Id. 398 U.S. at 254, 90 S.Ct. at 1594. One of those equitable principles requires that the probable injury to the plaintiff in the absence of an injunction outweigh the injury to the defendant if the injunction were to be issued. See Anheuser-Busch, Inc. v. Teamsters Local No. 633, 511 F.2d 1097 (1st Cir. 1975). In striking such a balance, this Court must assess the strength of the Union’s statutory and constitutional claims on behalf of its members to determine whether their rights will be impermissibly infringed by an order to return to work. My conclusion that principles of equity demand that this Court review the Union’s claims is reinforced by the fact that the collective bargaining agreement expressly removes both the statutory and constitutional defenses raised by the Union from the arbitrator’s consideration. Collective Bargaining Agreement, Article XI, § 7(c). Both the scope of the arbitrator’s authority to decide and the court’s authority to review that decision are narrowly limited. Alexander v. Gardner-Denver Co., 415 U.S. 36, 53-54, 94 S.Ct. 1011, 39 L.Ed.2d 147 (1974); United Steelworkers of America v. Enterprise Wheel & Car Corp., 363 U.S. 593, 597, 80 S.Ct. 1358, 4 L.Ed.2d 1424 (1960). As the Supreme Court recently recognized in a slightly different context, the courts should not suppose that the arbitral process will recognize or protect the individual employee’s statutory or constitutional rights.

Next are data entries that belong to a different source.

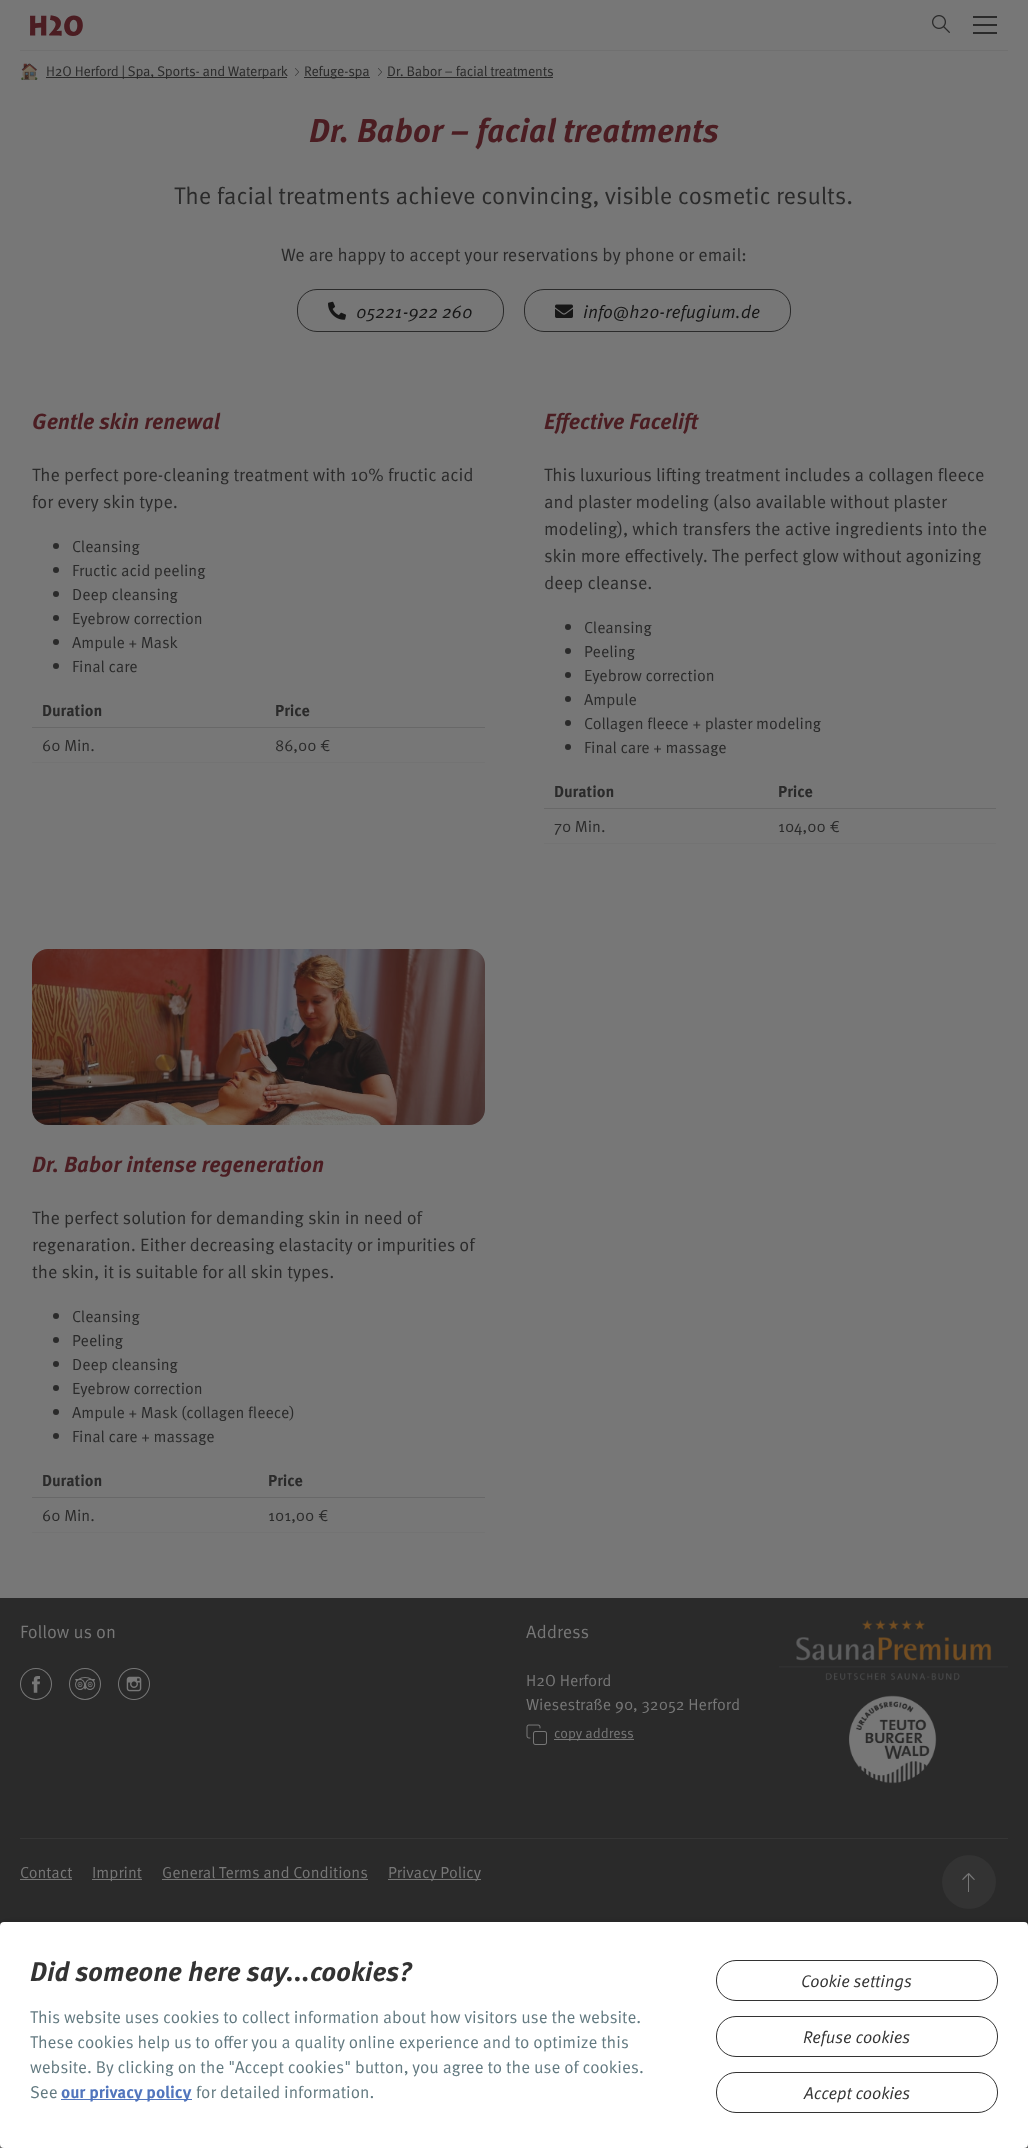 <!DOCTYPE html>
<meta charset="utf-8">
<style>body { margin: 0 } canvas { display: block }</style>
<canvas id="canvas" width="1028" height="2148"></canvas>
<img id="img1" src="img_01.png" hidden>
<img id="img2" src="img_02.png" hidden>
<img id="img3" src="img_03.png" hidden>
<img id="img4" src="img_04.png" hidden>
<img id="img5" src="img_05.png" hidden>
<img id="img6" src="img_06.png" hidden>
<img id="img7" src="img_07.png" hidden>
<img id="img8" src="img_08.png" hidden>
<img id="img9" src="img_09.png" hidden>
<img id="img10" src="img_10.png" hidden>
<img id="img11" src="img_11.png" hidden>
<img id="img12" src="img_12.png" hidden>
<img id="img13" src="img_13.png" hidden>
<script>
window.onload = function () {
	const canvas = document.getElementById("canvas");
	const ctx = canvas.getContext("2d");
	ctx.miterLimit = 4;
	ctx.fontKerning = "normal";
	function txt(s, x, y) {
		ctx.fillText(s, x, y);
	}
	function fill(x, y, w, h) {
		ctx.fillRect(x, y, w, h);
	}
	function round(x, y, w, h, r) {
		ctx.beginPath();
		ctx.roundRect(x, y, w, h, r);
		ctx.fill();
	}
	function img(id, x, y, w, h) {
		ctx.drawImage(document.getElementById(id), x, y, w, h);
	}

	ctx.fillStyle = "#777777";
	fill(0, 0, 1028, 2148);
	img("img1", 30, 15, 53, 21);
	img("img2", 932, 15, 18, 18);
	ctx.fillStyle = "#2A2A2A";
	fill(973, 24, 24, 2);
	fill(973, 16, 24, 2);
	fill(973, 32, 24, 2);
	ctx.fillStyle = "#707070";
	fill(20, 50, 988, 1);
	img("img3", 21, 63, 17, 17);
	ctx.fillStyle = "#2A2A2A";
	fill(46, 77, 241, 1);
	img("img4", 295, 68, 4, 8);
	fill(304, 77, 66, 1);
	img("img4", 378, 68, 4, 8);
	fill(387, 77, 166, 1);
	ctx.beginPath();
	ctx.roundRect(297.5, 289.5, 206, 42, 19.5);
	ctx.strokeStyle = "#2A2A2A";
	ctx.stroke();
	img("img5", 328, 301, 18, 19);
	ctx.beginPath();
	ctx.roundRect(524.5, 289.5, 266, 42, 19.5);
	ctx.stroke();
	img("img6", 555, 304, 18, 14);
	ctx.beginPath();
	ctx.arc(56, 546, 3, 0, Math.PI * 2);
	ctx.fill();
	ctx.beginPath();
	ctx.arc(56, 570, 3, 0, Math.PI * 2);
	ctx.fill();
	ctx.beginPath();
	ctx.arc(56, 594, 3, 0, Math.PI * 2);
	ctx.fill();
	ctx.beginPath();
	ctx.arc(56, 618, 3, 0, Math.PI * 2);
	ctx.fill();
	ctx.beginPath();
	ctx.arc(56, 642, 3, 0, Math.PI * 2);
	ctx.fill();
	ctx.beginPath();
	ctx.arc(56, 666, 3, 0, Math.PI * 2);
	ctx.fill();
	ctx.fillStyle = "#686868";
	fill(32, 727, 453, 1);
	ctx.fillStyle = "#737373";
	fill(32, 762, 453, 1);
	ctx.fillStyle = "#2A2A2A";
	ctx.beginPath();
	ctx.arc(568, 627, 3, 0, Math.PI * 2);
	ctx.fill();
	ctx.beginPath();
	ctx.arc(568, 651, 3, 0, Math.PI * 2);
	ctx.fill();
	ctx.beginPath();
	ctx.arc(568, 675, 3, 0, Math.PI * 2);
	ctx.fill();
	ctx.beginPath();
	ctx.arc(568, 699, 3, 0, Math.PI * 2);
	ctx.fill();
	ctx.beginPath();
	ctx.arc(568, 723, 3, 0, Math.PI * 2);
	ctx.fill();
	ctx.beginPath();
	ctx.arc(568, 747, 3, 0, Math.PI * 2);
	ctx.fill();
	ctx.fillStyle = "#686868";
	fill(544, 808, 452, 1);
	ctx.fillStyle = "#737373";
	fill(544, 843, 452, 1);
	img("img7", 32, 949, 453, 176);
	ctx.fillStyle = "#2A2A2A";
	ctx.beginPath();
	ctx.arc(56, 1316, 3, 0, Math.PI * 2);
	ctx.fill();
	ctx.beginPath();
	ctx.arc(56, 1340, 3, 0, Math.PI * 2);
	ctx.fill();
	ctx.beginPath();
	ctx.arc(56, 1364, 3, 0, Math.PI * 2);
	ctx.fill();
	ctx.beginPath();
	ctx.arc(56, 1388, 3, 0, Math.PI * 2);
	ctx.fill();
	ctx.beginPath();
	ctx.arc(56, 1412, 3, 0, Math.PI * 2);
	ctx.fill();
	ctx.beginPath();
	ctx.arc(56, 1436, 3, 0, Math.PI * 2);
	ctx.fill();
	ctx.fillStyle = "#686868";
	fill(32, 1497, 453, 1);
	ctx.fillStyle = "#737373";
	fill(32, 1532, 453, 1);
	ctx.fillStyle = "#2A2A2A";
	fill(0, 1598, 1028, 328);
	ctx.fillStyle = "#353535";
	fill(20, 1838, 988, 1);
	img("img8", 20, 1668, 32, 32);
	img("img9", 69, 1668, 32, 32);
	img("img10", 118, 1668, 32, 32);
	img("img11", 526, 1724, 21, 21);
	ctx.fillStyle = "#777777";
	fill(554, 1739, 80, 1);
	img("img12", 779, 1620, 229, 61);
	img("img13", 848, 1695, 89, 89);
	fill(20, 1879, 52, 1);
	fill(92, 1879, 50, 1);
	fill(162, 1879, 206, 1);
	fill(388, 1879, 93, 1);
	ctx.fillStyle = "#333333";
	ctx.beginPath();
	ctx.arc(969, 1882, 27, 0, Math.PI * 2);
	ctx.fill();
	ctx.fillStyle = "#777777";
	ctx.beginPath();
	ctx.moveTo(969, 1873);
	ctx.lineTo(975, 1879.5);
	ctx.lineTo(974, 1880);
	ctx.lineTo(969, 1875);
	ctx.lineTo(969, 1892);
	ctx.lineTo(968, 1892);
	ctx.lineTo(968, 1875);
	ctx.lineTo(963, 1880);
	ctx.lineTo(962, 1879.5);
	ctx.bezierCurveTo(963, 1878.5, 968, 1872.5, 969, 1873);
	ctx.closePath();
	ctx.fill("evenodd");
	ctx.fillStyle = "rgba(0, 0, 0, 0.19)";
	ctx.filter = "blur(5px)";
	ctx.beginPath();
	ctx.roundRect(5, 1927, 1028, 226, 4);
	ctx.fill();
	ctx.filter = "none";
	ctx.fillStyle = "rgba(0, 0, 0, 0.2)";
	ctx.filter = "blur(3px)";
	ctx.beginPath();
	ctx.roundRect(0, 1926, 1028, 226, 4);
	ctx.fill();
	ctx.filter = "none";
	ctx.fillStyle = "#FFFFFF";
	round(0, 1922, 1028, 226, 4);
	ctx.fillStyle = "#5175BD";
	fill(61, 2099, 131, 1);
	ctx.beginPath();
	ctx.roundRect(716.5, 1960.5, 281, 40, 19.5);
	ctx.strokeStyle = "#333333";
	ctx.stroke();
	ctx.beginPath();
	ctx.roundRect(716.5, 2016.5, 281, 40, 19.5);
	ctx.stroke();
	ctx.beginPath();
	ctx.roundRect(716.5, 2072.5, 281, 40, 19.5);
	ctx.stroke();
	ctx.letterSpacing = "-0.2px";
	ctx.font = "14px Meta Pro";
	ctx.fillStyle = "#2A2A2A";
	txt("H2O Herford | Spa, Sports- and Waterpark", 46, 76);
	txt("Refuge-spa", 304, 76);
	txt("Dr. Babor – facial treatments", 387, 76);
	ctx.letterSpacing = "0px";
	ctx.font = "italic bold 33px Meta Pro";
	ctx.fillStyle = "#4B1D22";
	txt("Dr. Babor – facial treatments", 309, 142);
	ctx.font = "24px Meta Pro";
	ctx.fillStyle = "#2A2A2A";
	txt("The facial treatments achieve convincing, visible cosmetic results.", 174, 204);
	ctx.font = "18px Meta Pro";
	txt("We are happy to accept your reservations by phone or email:", 281, 261);
	ctx.font = "italic 18px Meta Pro";
	ctx.fillStyle = "#161616";
	txt("05221-922 260", 356, 318);
	txt("info@h2o-refugium.de", 583, 318);
	ctx.font = "italic bold 22px Meta Pro";
	ctx.fillStyle = "#4B1D22";
	txt("Gentle skin renewal", 32, 429);
	ctx.font = "18px Meta Pro";
	ctx.fillStyle = "#2A2A2A";
	txt("The perfect pore-cleaning treatment with 10% fructic acid", 32, 481);
	txt("for every skin type.", 32, 508);
	ctx.font = "16px Meta Pro";
	txt("Cleansing", 72, 552);
	txt("Fructic acid peeling", 72, 576);
	txt("Deep cleansing", 72, 600);
	txt("Eyebrow correction", 72, 624);
	txt("Ampule + Mask", 72, 648);
	txt("Final care", 72, 672);
	ctx.font = "bold 16px Meta Pro";
	txt("Duration", 42, 716);
	txt("Price", 275, 716);
	ctx.font = "16px Meta Pro";
	txt("60 Min.", 42, 751);
	txt("86,00 €", 275, 751);
	ctx.font = "italic bold 22px Meta Pro";
	ctx.fillStyle = "#4B1D22";
	txt("Effective Facelift", 544, 429);
	ctx.font = "18px Meta Pro";
	ctx.fillStyle = "#2A2A2A";
	txt("This luxurious lifting treatment includes a collagen fleece", 544, 481);
	txt("and plaster modeling (also available without plaster", 544, 508);
	txt("modeling), which transfers the active ingredients into the", 544, 535);
	txt("skin more effectively. The perfect glow without agonizing", 544, 562);
	txt("deep cleanse.", 544, 589);
	ctx.font = "16px Meta Pro";
	txt("Cleansing", 584, 633);
	txt("Peeling", 584, 657);
	txt("Eyebrow correction", 584, 681);
	txt("Ampule", 584, 705);
	txt("Collagen fleece + plaster modeling", 584, 729);
	txt("Final care + massage", 584, 753);
	ctx.font = "bold 16px Meta Pro";
	txt("Duration", 554, 797);
	txt("Price", 778, 797);
	ctx.font = "16px Meta Pro";
	txt("70 Min.", 554, 832);
	txt("104,00 €", 778, 832);
	ctx.font = "italic bold 22px Meta Pro";
	ctx.fillStyle = "#4B1D22";
	txt("Dr. Babor intense regeneration", 32, 1172);
	ctx.font = "18px Meta Pro";
	ctx.fillStyle = "#2A2A2A";
	txt("The perfect solution for demanding skin in need of", 32, 1224);
	txt("regenaration. Either decreasing elastacity or impurities of", 32, 1251);
	txt("the skin, it is suitable for all skin types.", 32, 1278);
	ctx.font = "16px Meta Pro";
	txt("Cleansing", 72, 1322);
	txt("Peeling", 72, 1346);
	txt("Deep cleansing", 72, 1370);
	txt("Eyebrow correction", 72, 1394);
	txt("Ampule + Mask (collagen fleece)", 72, 1418);
	txt("Final care + massage", 72, 1442);
	ctx.font = "bold 16px Meta Pro";
	txt("Duration", 42, 1486);
	txt("Price", 268, 1486);
	ctx.font = "16px Meta Pro";
	txt("60 Min.", 42, 1521);
	txt("101,00 €", 268, 1521);
	ctx.font = "18px Meta Pro";
	ctx.fillStyle = "#777777";
	txt("Follow us on", 20, 1638);
	txt("Address", 526, 1638);
	ctx.font = "16px Meta Pro";
	txt("H2O Herford", 526, 1686);
	txt("Wiesestraße 90, 32052 Herford", 526, 1710);
	ctx.font = "14px Meta Pro";
	txt("copy address", 554, 1738);
	ctx.font = "16px Meta Pro";
	txt("Contact", 20, 1878);
	txt("Imprint", 92, 1878);
	txt("General Terms and Conditions", 162, 1878);
	txt("Privacy Policy", 388, 1878);
	ctx.font = "italic bold 27px Meta Pro";
	ctx.fillStyle = "#333333";
	txt("Did someone here say...cookies?", 30, 1981);
	ctx.font = "17px Meta Pro";
	ctx.fillStyle = "#637A81";
	txt("This website uses cookies to collect information about how visitors use the website.", 30, 2023);
	txt("These cookies help us to offer you a quality online experience and to optimize this", 30, 2048);
	txt("website. By clicking on the \"Accept cookies\" button, you agree to the use of cookies.", 30, 2073);
	txt("See", 30, 2098);
	ctx.font = "bold 17px Meta Pro";
	ctx.fillStyle = "#5175BD";
	txt("our privacy policy", 61, 2098);
	ctx.font = "17px Meta Pro";
	ctx.fillStyle = "#637A81";
	txt("for detailed information.", 196, 2098);
	ctx.font = "italic 17px Meta Pro";
	ctx.fillStyle = "#333333";
	txt("Cookie settings", 801, 1987);
	txt("Refuse cookies", 803, 2043);
	txt("Accept cookies", 804, 2099);
};
</script>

“[T]he specialized competence of arbitrators pertains primarily to the law of the shop, not the law of the land. United Steelworkers of America v. Warrior & Gulf Navigation Co., 363 U.S. 574, 581-583, 80 S.Ct. 1347, at 1352-1353, 4 L.Ed.2d 1409 (1960). Parties usually choose an arbitrator because they trust his knowledge and judgment concerning the demands and norms of industrial relations. On the other hand, the resolution of statutory or constitutional issues is a primary responsibility of courts.”
Alexander v. Gardner-Denver Co., supra, 415 U.S. at 57, 94 S.Ct. at 1024 (footnote omitted).

II

Although the Union contends that R. I.G.L. § 25-1-6 should be interpreted to prohibit Sunday work assignments under the collective bargaining agreement, the Union argues that such an interpretation should be left to the state courts to make. It therefore urges the Court to apply the judicial principle of abstention and stay these proceedings.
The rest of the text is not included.